Would you reproduce the data below exactly, please, leaving out its images?

[Entries taken from a collection]
=======

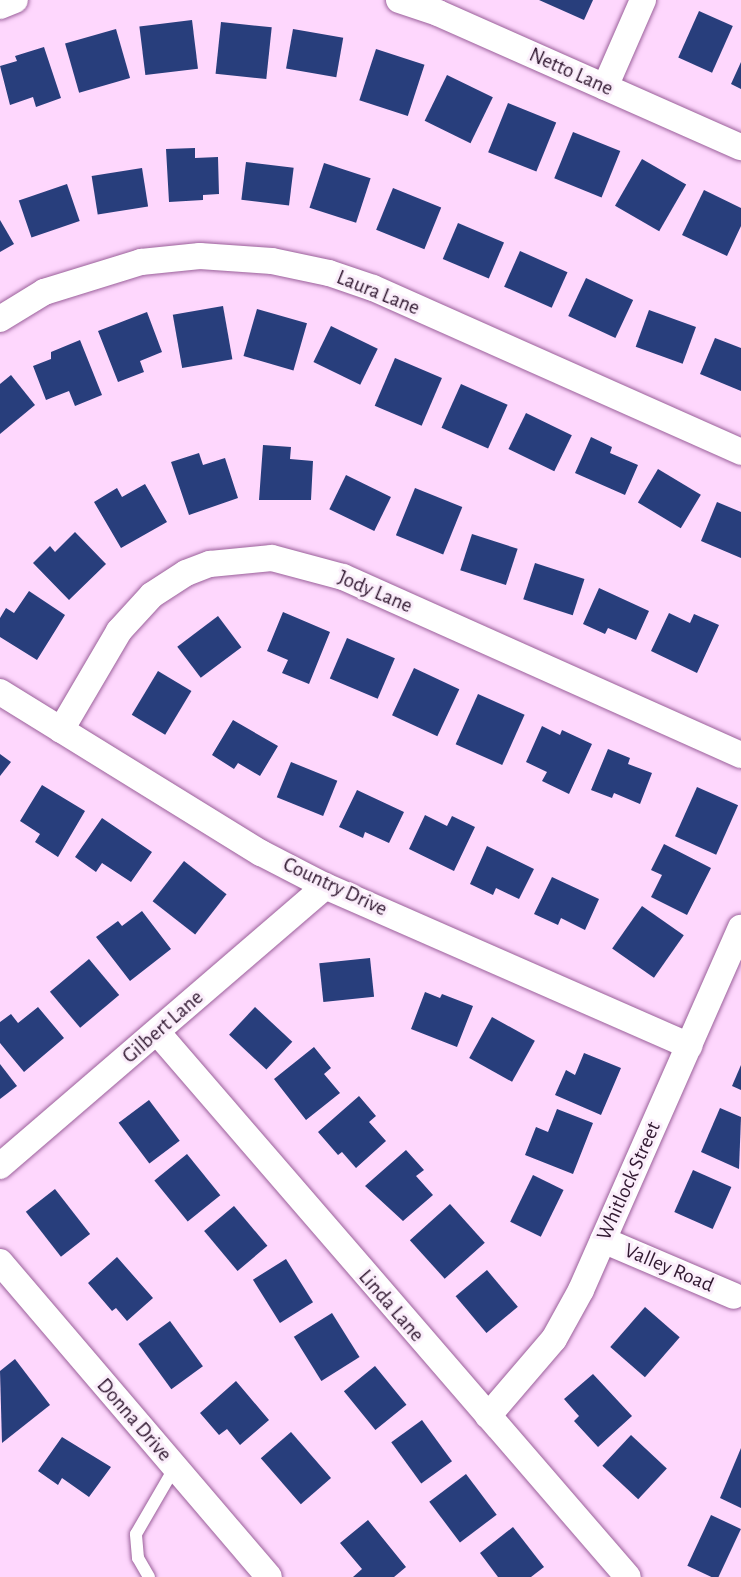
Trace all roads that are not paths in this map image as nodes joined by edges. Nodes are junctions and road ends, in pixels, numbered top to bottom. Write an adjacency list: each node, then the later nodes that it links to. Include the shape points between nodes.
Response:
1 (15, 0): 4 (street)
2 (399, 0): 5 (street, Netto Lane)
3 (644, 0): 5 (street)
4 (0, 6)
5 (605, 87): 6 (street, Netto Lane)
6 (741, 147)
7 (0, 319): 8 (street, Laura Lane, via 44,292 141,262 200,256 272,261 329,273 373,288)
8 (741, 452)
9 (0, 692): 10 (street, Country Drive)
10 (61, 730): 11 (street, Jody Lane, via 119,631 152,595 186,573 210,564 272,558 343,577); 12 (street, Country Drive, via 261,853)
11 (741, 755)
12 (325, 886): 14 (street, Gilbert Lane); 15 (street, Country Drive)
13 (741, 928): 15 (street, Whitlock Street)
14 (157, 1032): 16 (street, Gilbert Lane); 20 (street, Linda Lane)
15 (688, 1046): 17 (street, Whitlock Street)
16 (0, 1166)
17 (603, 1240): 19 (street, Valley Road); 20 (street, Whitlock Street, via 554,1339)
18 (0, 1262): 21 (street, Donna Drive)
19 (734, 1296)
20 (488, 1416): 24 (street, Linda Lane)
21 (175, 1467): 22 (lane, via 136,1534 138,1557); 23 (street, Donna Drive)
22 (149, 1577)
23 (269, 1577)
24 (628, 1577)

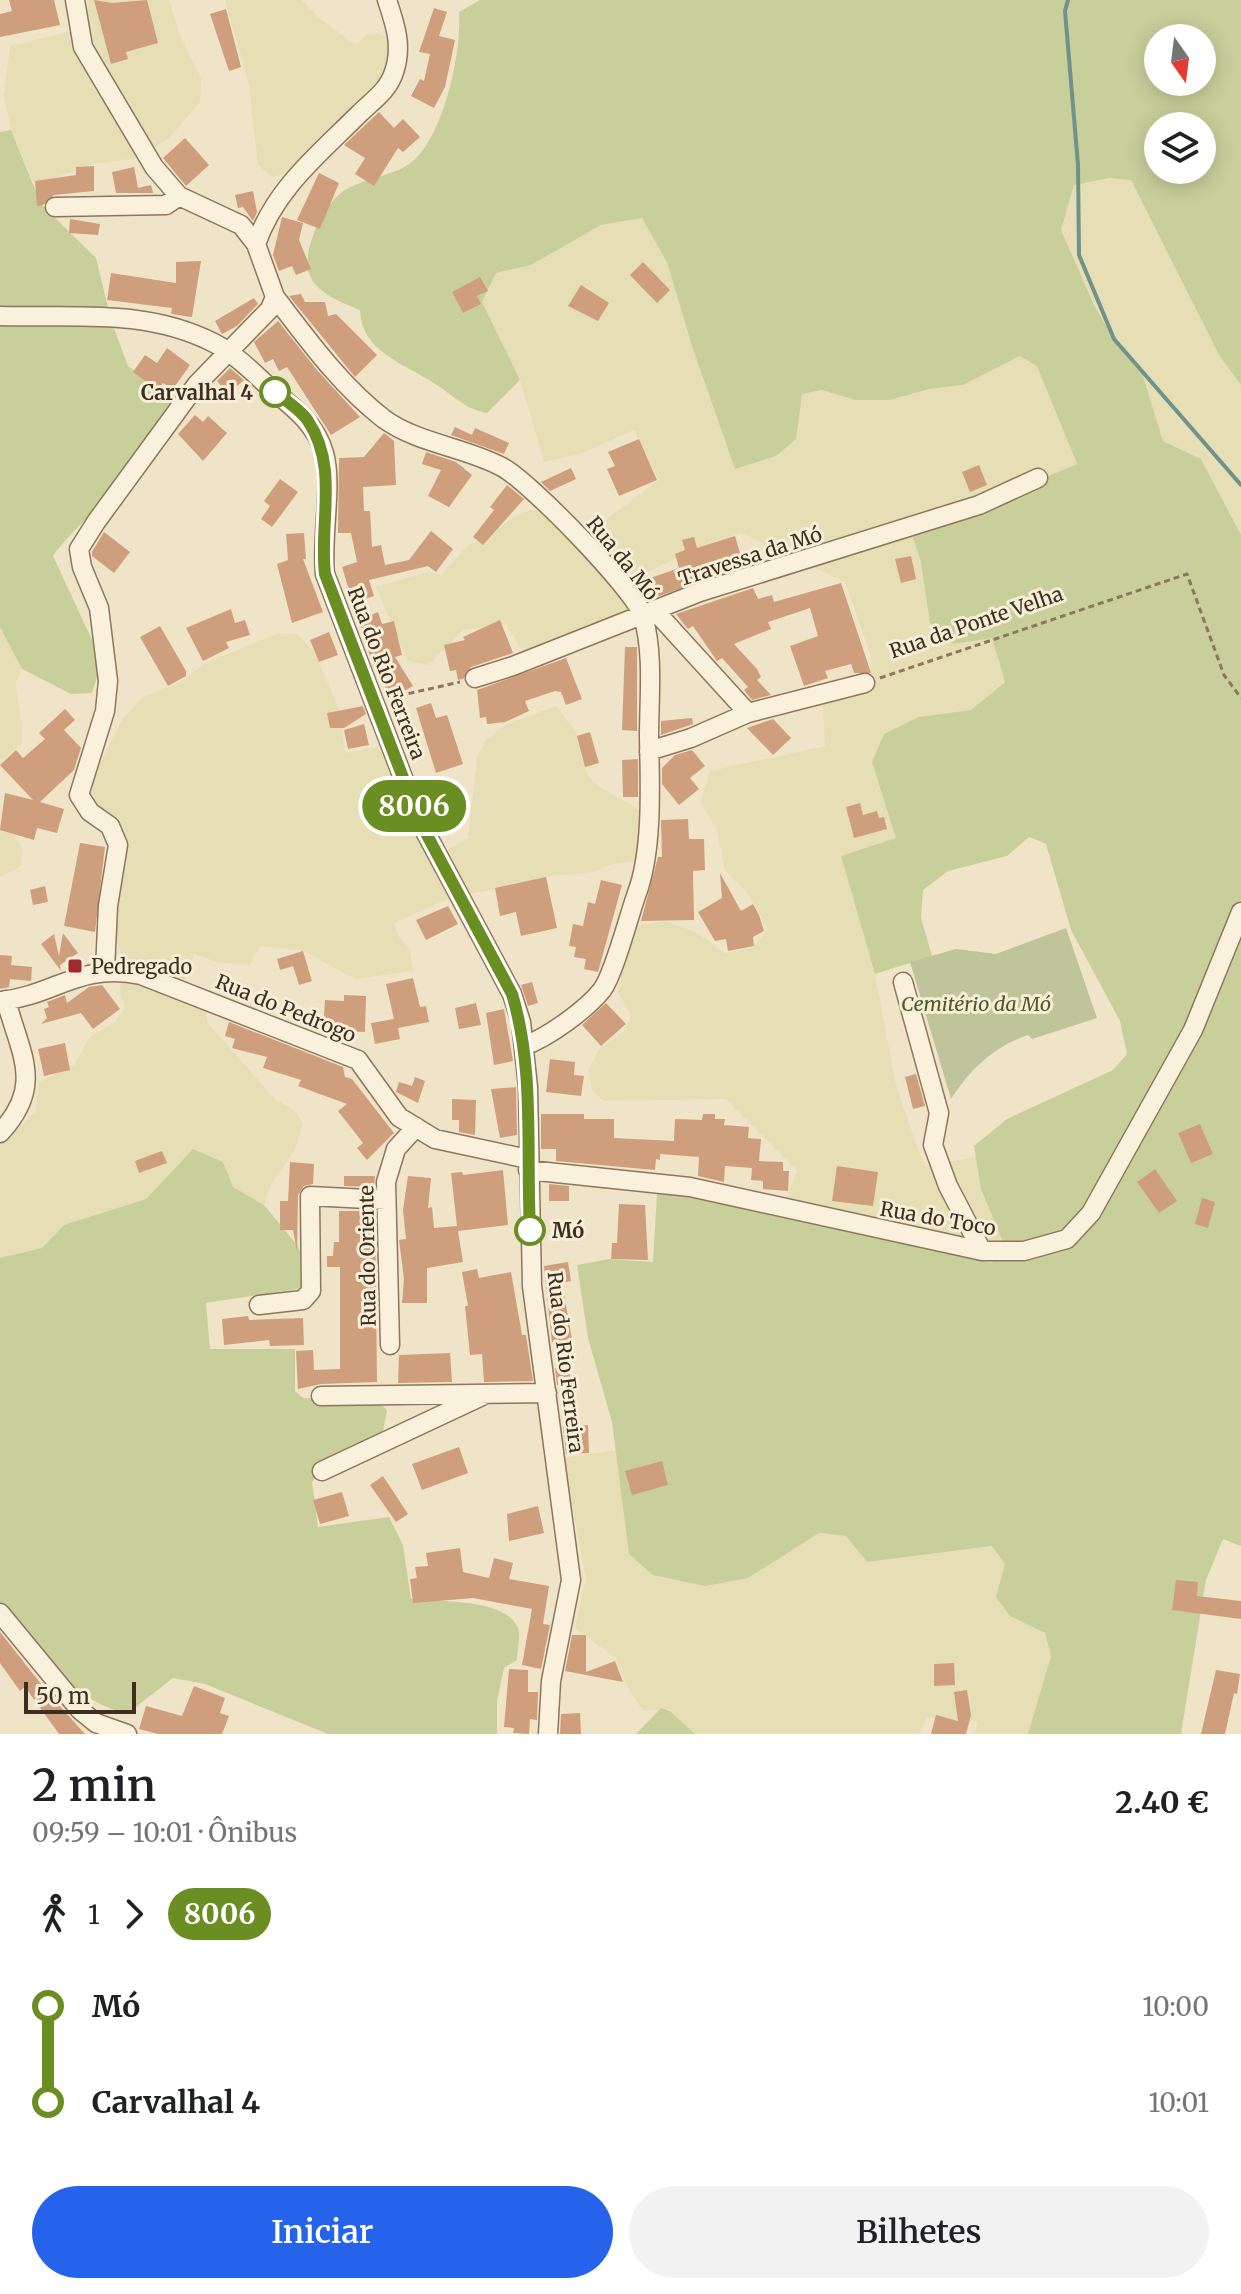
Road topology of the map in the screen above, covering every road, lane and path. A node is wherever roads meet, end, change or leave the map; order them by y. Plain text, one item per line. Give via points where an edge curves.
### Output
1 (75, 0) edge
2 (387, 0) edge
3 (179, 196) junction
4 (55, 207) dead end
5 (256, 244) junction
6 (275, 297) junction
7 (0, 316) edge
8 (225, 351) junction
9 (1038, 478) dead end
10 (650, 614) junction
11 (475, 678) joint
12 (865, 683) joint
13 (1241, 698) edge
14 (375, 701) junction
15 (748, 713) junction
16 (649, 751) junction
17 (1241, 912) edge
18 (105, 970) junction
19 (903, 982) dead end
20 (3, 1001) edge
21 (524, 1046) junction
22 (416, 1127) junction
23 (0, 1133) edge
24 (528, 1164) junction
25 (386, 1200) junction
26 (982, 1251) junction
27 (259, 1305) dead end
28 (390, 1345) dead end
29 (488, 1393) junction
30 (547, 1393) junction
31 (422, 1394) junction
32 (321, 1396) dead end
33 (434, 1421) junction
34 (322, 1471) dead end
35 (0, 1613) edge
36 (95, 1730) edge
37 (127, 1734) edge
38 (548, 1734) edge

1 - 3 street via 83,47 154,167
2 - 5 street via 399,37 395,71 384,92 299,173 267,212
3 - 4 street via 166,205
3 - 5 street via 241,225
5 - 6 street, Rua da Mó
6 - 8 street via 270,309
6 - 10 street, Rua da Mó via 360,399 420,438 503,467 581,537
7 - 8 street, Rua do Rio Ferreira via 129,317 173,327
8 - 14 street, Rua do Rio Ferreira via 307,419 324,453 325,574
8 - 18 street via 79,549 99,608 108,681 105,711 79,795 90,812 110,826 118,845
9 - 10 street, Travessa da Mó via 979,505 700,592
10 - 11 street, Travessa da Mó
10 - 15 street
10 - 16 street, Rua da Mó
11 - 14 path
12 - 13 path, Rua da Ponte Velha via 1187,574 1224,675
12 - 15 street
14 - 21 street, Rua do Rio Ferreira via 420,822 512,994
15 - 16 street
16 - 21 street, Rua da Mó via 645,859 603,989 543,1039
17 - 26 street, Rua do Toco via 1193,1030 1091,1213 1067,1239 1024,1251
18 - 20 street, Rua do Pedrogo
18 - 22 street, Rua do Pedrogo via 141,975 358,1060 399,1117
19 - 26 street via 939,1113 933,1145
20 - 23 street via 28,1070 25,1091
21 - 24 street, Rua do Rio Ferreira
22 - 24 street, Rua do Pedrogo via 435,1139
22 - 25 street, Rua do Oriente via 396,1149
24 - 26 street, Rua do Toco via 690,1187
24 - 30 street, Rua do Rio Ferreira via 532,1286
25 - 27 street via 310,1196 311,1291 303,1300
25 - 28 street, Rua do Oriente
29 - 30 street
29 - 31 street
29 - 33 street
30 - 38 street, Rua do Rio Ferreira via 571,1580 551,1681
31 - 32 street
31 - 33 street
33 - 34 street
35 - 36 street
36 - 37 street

=======

Result:
Trace all roads that are not paths in this map image as nodes joined by edges. Nodes are junctions and road ends, in pixels, numbered top to bottom. Write an adjacency list: each node, then the later nodes that it links to. Include the shape points between nodes.
Response:
1 (15, 0): 4 (street)
2 (399, 0): 5 (street, Netto Lane)
3 (644, 0): 5 (street)
4 (0, 6)
5 (605, 87): 6 (street, Netto Lane)
6 (741, 147)
7 (0, 319): 8 (street, Laura Lane, via 44,292 141,262 200,256 272,261 329,273 373,288)
8 (741, 452)
9 (0, 692): 10 (street, Country Drive)
10 (61, 730): 11 (street, Jody Lane, via 119,631 152,595 186,573 210,564 272,558 343,577); 12 (street, Country Drive, via 261,853)
11 (741, 755)
12 (325, 886): 14 (street, Gilbert Lane); 15 (street, Country Drive)
13 (741, 928): 15 (street, Whitlock Street)
14 (157, 1032): 16 (street, Gilbert Lane); 20 (street, Linda Lane)
15 (688, 1046): 17 (street, Whitlock Street)
16 (0, 1166)
17 (603, 1240): 19 (street, Valley Road); 20 (street, Whitlock Street, via 554,1339)
18 (0, 1262): 21 (street, Donna Drive)
19 (734, 1296)
20 (488, 1416): 24 (street, Linda Lane)
21 (175, 1467): 22 (lane, via 136,1534 138,1557); 23 (street, Donna Drive)
22 (149, 1577)
23 (269, 1577)
24 (628, 1577)

Road topology of the map in the screen above, covering every road, lane and path. A node is wherever roads meet, end, change or leave the map; order them by y. Plain text, one item per line. Give via points where an edge curves.
### Output
1 (75, 0) edge
2 (387, 0) edge
3 (179, 196) junction
4 (55, 207) dead end
5 (256, 244) junction
6 (275, 297) junction
7 (0, 316) edge
8 (225, 351) junction
9 (1038, 478) dead end
10 (650, 614) junction
11 (475, 678) joint
12 (865, 683) joint
13 (1241, 698) edge
14 (375, 701) junction
15 (748, 713) junction
16 (649, 751) junction
17 (1241, 912) edge
18 (105, 970) junction
19 (903, 982) dead end
20 (3, 1001) edge
21 (524, 1046) junction
22 (416, 1127) junction
23 (0, 1133) edge
24 (528, 1164) junction
25 (386, 1200) junction
26 (982, 1251) junction
27 (259, 1305) dead end
28 (390, 1345) dead end
29 (488, 1393) junction
30 (547, 1393) junction
31 (422, 1394) junction
32 (321, 1396) dead end
33 (434, 1421) junction
34 (322, 1471) dead end
35 (0, 1613) edge
36 (95, 1730) edge
37 (127, 1734) edge
38 (548, 1734) edge

1 - 3 street via 83,47 154,167
2 - 5 street via 399,37 395,71 384,92 299,173 267,212
3 - 4 street via 166,205
3 - 5 street via 241,225
5 - 6 street, Rua da Mó
6 - 8 street via 270,309
6 - 10 street, Rua da Mó via 360,399 420,438 503,467 581,537
7 - 8 street, Rua do Rio Ferreira via 129,317 173,327
8 - 14 street, Rua do Rio Ferreira via 307,419 324,453 325,574
8 - 18 street via 79,549 99,608 108,681 105,711 79,795 90,812 110,826 118,845
9 - 10 street, Travessa da Mó via 979,505 700,592
10 - 11 street, Travessa da Mó
10 - 15 street
10 - 16 street, Rua da Mó
11 - 14 path
12 - 13 path, Rua da Ponte Velha via 1187,574 1224,675
12 - 15 street
14 - 21 street, Rua do Rio Ferreira via 420,822 512,994
15 - 16 street
16 - 21 street, Rua da Mó via 645,859 603,989 543,1039
17 - 26 street, Rua do Toco via 1193,1030 1091,1213 1067,1239 1024,1251
18 - 20 street, Rua do Pedrogo
18 - 22 street, Rua do Pedrogo via 141,975 358,1060 399,1117
19 - 26 street via 939,1113 933,1145
20 - 23 street via 28,1070 25,1091
21 - 24 street, Rua do Rio Ferreira
22 - 24 street, Rua do Pedrogo via 435,1139
22 - 25 street, Rua do Oriente via 396,1149
24 - 26 street, Rua do Toco via 690,1187
24 - 30 street, Rua do Rio Ferreira via 532,1286
25 - 27 street via 310,1196 311,1291 303,1300
25 - 28 street, Rua do Oriente
29 - 30 street
29 - 31 street
29 - 33 street
30 - 38 street, Rua do Rio Ferreira via 571,1580 551,1681
31 - 32 street
31 - 33 street
33 - 34 street
35 - 36 street
36 - 37 street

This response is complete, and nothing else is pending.